▸ **Working data**
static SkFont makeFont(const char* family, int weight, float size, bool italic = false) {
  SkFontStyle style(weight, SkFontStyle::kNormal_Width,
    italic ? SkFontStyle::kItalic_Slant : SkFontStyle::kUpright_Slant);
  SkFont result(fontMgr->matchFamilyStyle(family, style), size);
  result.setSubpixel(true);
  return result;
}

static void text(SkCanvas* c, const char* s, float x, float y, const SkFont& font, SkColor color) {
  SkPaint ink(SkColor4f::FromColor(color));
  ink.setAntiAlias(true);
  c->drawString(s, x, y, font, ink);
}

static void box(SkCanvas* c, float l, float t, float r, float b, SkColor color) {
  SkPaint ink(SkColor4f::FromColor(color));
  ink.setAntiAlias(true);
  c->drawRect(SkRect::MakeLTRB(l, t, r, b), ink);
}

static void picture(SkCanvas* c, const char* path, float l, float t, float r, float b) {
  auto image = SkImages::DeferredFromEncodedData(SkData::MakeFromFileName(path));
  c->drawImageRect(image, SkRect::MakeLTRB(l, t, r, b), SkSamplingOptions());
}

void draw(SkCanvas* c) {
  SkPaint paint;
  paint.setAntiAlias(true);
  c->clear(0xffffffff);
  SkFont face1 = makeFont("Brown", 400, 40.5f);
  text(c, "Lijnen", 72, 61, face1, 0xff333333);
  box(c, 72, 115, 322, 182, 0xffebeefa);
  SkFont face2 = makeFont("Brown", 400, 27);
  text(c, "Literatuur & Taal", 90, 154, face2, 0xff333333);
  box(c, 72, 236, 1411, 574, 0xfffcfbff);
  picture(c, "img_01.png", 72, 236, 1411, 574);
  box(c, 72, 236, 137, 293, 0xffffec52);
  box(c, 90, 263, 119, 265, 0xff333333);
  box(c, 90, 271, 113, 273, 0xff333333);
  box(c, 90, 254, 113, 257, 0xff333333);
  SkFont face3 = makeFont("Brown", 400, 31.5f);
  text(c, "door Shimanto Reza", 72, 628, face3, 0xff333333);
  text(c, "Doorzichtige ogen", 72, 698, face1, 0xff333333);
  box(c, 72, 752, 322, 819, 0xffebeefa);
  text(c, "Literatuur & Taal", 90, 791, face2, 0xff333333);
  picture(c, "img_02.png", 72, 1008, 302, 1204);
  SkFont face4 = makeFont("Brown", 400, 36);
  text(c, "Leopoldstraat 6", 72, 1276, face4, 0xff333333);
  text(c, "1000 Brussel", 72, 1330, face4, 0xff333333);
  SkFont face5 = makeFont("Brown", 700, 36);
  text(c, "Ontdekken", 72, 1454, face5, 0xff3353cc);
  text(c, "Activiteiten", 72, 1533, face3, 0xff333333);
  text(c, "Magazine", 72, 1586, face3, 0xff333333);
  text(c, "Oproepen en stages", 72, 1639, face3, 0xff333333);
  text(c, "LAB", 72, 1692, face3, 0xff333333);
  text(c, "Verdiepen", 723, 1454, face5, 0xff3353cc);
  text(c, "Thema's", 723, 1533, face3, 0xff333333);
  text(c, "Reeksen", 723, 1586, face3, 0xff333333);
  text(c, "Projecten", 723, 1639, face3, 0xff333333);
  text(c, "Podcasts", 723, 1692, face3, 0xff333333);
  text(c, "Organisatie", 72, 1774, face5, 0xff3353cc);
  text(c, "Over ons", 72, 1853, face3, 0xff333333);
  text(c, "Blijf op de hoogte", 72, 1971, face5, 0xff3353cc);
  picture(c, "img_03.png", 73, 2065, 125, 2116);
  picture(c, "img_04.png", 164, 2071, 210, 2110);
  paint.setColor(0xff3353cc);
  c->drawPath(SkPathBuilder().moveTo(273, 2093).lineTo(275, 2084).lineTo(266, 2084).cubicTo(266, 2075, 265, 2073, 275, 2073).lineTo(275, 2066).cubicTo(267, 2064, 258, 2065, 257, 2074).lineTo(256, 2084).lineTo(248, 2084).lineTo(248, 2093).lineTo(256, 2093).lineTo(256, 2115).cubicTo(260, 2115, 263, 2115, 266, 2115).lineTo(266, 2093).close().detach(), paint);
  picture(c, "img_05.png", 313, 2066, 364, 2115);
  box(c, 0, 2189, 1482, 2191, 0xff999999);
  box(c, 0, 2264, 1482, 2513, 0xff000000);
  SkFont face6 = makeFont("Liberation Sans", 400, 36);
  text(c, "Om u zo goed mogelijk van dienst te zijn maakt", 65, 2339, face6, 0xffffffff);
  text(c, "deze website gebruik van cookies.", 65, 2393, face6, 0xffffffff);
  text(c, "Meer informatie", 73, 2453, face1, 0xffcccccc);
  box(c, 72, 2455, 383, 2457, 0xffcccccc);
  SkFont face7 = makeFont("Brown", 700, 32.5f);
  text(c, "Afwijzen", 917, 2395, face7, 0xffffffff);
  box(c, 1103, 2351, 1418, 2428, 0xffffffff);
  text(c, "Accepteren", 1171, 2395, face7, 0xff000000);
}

▸ **Task item**
Scan the records for the string "SkFontStyle" and show every line that contains it.

▸ **Your response**
  SkFontStyle style(weight, SkFontStyle::kNormal_Width,
    italic ? SkFontStyle::kItalic_Slant : SkFontStyle::kUpright_Slant);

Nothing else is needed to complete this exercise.